Given data =>

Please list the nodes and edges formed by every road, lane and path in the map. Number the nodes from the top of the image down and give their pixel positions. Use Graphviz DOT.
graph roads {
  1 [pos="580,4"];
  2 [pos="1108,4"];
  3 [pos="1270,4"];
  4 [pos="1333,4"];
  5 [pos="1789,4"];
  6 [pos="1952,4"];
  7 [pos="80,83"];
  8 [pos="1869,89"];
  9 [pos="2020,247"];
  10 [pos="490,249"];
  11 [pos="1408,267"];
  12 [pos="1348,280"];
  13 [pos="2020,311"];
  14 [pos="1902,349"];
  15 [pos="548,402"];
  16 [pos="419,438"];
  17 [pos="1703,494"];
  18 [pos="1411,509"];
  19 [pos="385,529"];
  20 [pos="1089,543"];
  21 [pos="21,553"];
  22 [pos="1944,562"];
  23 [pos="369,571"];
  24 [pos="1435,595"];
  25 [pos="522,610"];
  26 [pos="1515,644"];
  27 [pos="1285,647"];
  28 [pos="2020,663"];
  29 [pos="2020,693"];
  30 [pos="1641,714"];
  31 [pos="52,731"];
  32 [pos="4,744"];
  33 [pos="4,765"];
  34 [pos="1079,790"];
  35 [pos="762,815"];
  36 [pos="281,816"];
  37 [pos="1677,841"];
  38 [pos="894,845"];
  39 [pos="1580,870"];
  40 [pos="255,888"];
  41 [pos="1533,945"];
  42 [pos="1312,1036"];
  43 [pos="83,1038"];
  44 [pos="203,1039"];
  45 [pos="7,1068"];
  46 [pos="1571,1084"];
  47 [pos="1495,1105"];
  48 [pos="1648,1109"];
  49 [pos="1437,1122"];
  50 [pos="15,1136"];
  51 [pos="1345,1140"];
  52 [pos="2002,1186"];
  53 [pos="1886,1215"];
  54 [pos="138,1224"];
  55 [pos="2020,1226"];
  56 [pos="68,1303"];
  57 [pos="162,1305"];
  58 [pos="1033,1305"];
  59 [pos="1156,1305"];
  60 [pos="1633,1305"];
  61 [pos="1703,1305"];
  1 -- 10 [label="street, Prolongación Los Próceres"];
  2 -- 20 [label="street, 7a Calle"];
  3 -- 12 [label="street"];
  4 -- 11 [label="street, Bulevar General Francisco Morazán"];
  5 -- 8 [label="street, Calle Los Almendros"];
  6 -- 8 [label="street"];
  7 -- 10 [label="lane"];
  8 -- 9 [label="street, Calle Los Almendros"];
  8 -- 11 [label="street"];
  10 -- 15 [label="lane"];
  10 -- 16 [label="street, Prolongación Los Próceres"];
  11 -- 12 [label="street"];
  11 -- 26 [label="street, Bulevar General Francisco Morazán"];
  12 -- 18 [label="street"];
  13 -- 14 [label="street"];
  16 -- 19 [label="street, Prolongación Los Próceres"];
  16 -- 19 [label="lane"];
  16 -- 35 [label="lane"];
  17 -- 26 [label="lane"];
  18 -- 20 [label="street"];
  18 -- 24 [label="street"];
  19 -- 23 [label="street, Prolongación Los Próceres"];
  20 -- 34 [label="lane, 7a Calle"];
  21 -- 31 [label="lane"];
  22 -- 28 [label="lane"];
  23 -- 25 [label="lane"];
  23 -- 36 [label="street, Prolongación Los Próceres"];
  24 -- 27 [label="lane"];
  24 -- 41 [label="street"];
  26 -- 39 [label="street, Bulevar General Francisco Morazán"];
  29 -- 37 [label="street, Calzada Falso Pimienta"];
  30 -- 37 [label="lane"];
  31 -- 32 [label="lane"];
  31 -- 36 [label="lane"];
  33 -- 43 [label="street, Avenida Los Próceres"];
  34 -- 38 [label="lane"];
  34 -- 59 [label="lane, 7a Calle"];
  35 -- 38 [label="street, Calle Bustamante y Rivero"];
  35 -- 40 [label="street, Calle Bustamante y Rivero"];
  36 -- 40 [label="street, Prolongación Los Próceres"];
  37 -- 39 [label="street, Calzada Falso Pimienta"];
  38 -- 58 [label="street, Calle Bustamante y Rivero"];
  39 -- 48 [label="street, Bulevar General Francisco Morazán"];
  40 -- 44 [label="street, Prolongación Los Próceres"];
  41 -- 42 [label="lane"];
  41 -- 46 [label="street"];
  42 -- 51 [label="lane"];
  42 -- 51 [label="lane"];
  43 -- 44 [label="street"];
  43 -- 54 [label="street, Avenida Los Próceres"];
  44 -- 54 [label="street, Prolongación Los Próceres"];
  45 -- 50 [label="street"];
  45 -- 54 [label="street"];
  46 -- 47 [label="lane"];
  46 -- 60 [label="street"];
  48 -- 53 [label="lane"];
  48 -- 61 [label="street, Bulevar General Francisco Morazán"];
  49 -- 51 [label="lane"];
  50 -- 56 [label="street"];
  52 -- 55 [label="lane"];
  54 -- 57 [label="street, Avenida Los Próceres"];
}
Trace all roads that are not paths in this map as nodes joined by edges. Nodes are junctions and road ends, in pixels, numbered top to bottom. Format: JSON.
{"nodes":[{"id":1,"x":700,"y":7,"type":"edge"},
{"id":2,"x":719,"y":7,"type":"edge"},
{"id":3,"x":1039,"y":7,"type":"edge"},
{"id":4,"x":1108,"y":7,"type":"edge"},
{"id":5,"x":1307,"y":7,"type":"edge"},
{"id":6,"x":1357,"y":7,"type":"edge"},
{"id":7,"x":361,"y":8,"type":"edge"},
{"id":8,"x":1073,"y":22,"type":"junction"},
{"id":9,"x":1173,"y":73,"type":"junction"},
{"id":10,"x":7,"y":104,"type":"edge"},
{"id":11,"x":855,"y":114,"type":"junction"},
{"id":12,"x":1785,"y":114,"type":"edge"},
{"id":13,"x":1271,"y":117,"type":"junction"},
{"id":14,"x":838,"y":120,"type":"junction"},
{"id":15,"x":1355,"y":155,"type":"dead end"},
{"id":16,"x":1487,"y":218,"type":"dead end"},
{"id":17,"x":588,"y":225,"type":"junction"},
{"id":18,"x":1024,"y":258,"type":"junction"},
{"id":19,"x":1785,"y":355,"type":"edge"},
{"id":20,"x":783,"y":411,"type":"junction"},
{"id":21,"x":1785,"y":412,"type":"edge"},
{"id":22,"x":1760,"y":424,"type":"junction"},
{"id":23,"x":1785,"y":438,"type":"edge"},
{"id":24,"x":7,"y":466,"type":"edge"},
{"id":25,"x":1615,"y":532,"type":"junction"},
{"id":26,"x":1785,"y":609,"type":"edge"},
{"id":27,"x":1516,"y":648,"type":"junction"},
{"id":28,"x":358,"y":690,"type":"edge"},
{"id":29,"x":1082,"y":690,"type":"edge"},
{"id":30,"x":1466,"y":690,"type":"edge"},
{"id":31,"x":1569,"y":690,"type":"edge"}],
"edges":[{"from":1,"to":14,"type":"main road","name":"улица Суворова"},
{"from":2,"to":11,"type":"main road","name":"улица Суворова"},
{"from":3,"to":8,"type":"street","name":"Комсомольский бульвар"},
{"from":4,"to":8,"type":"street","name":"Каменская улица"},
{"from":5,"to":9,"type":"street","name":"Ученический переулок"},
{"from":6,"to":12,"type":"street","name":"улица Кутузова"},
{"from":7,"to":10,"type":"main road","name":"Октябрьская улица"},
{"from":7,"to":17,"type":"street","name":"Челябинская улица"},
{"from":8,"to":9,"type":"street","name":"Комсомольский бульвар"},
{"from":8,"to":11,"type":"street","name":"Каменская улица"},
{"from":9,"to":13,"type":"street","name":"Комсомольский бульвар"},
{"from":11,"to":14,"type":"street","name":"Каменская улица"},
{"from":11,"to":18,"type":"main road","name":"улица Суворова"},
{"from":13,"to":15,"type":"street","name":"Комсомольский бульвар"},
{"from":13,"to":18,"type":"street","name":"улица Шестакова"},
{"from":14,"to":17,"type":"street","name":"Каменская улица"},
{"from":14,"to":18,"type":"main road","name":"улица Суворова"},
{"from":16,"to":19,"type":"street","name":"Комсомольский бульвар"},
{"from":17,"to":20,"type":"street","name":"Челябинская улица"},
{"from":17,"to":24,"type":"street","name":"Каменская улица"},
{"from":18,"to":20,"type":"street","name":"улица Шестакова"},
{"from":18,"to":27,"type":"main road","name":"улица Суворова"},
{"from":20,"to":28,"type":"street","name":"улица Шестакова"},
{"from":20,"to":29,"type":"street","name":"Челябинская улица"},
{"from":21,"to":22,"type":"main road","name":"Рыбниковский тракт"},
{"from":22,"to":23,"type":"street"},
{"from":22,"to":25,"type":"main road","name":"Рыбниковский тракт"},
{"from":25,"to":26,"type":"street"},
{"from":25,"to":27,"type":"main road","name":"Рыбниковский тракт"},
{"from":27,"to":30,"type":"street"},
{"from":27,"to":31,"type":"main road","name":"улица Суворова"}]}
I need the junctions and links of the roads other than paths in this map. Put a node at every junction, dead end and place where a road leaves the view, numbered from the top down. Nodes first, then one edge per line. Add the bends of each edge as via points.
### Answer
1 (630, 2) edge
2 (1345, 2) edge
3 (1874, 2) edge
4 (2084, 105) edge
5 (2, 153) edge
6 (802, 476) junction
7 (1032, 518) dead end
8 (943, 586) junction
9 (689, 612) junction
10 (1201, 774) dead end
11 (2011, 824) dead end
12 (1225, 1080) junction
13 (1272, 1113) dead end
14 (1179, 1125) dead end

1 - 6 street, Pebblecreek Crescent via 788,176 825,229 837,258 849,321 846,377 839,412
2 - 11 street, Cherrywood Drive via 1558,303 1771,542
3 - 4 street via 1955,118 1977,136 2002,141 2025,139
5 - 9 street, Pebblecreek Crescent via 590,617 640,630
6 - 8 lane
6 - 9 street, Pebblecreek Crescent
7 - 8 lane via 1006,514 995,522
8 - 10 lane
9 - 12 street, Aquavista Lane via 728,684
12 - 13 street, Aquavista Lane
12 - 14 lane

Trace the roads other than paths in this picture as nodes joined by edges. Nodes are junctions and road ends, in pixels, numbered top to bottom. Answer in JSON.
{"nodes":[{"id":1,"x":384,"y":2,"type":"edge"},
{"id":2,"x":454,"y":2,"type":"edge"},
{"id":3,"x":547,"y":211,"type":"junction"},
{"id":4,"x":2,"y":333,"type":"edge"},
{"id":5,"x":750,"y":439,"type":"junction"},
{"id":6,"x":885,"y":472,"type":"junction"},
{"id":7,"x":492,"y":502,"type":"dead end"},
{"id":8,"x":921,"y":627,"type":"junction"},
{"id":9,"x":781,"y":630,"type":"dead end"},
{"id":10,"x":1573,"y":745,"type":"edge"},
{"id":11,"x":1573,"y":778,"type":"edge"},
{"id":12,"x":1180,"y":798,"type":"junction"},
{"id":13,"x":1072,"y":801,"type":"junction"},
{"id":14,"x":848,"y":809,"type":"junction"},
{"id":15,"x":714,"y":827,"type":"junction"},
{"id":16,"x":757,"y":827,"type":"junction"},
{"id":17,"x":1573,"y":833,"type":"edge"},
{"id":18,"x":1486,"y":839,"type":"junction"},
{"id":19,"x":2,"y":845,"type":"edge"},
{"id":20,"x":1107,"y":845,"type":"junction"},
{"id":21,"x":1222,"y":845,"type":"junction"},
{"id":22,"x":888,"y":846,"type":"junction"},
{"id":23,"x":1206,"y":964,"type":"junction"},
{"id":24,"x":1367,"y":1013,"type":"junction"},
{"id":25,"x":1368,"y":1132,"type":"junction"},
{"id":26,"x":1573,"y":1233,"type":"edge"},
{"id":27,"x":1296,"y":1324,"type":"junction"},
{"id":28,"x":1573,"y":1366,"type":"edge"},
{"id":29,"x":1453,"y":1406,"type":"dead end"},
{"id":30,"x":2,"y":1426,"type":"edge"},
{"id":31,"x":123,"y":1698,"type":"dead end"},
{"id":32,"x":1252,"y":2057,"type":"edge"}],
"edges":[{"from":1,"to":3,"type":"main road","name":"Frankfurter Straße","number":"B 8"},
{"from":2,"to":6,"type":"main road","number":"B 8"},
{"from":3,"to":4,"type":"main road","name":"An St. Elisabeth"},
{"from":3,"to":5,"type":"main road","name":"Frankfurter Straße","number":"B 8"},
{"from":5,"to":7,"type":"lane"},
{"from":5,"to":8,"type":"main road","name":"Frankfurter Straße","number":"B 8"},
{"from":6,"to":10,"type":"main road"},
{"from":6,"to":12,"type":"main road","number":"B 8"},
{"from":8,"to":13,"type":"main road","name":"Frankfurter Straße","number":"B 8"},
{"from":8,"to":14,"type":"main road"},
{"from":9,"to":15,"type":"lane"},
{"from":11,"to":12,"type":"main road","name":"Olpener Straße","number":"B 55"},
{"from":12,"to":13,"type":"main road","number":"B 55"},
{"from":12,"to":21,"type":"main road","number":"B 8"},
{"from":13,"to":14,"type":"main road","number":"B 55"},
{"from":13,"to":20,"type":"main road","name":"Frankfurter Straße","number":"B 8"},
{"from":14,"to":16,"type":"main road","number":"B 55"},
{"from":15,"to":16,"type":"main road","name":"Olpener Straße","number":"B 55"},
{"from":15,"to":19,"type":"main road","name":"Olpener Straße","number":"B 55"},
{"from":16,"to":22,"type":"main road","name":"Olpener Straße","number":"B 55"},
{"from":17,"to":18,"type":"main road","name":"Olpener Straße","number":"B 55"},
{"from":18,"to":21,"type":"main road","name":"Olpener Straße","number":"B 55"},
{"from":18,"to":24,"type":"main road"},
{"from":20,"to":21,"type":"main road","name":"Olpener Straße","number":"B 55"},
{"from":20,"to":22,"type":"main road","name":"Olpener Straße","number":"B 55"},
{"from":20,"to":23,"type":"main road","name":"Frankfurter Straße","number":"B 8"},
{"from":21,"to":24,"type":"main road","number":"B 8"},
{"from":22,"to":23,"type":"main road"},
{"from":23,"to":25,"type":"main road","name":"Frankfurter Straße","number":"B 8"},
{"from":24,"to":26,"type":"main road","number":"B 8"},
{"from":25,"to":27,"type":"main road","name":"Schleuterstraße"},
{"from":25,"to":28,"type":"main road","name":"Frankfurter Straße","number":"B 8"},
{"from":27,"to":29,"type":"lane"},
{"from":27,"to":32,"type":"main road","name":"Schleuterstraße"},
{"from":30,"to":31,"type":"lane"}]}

Task description =>
Reading through the preceding records, tally each line that holds the word "Olpener" and give the tally by itself.

Solution for this problem =>
8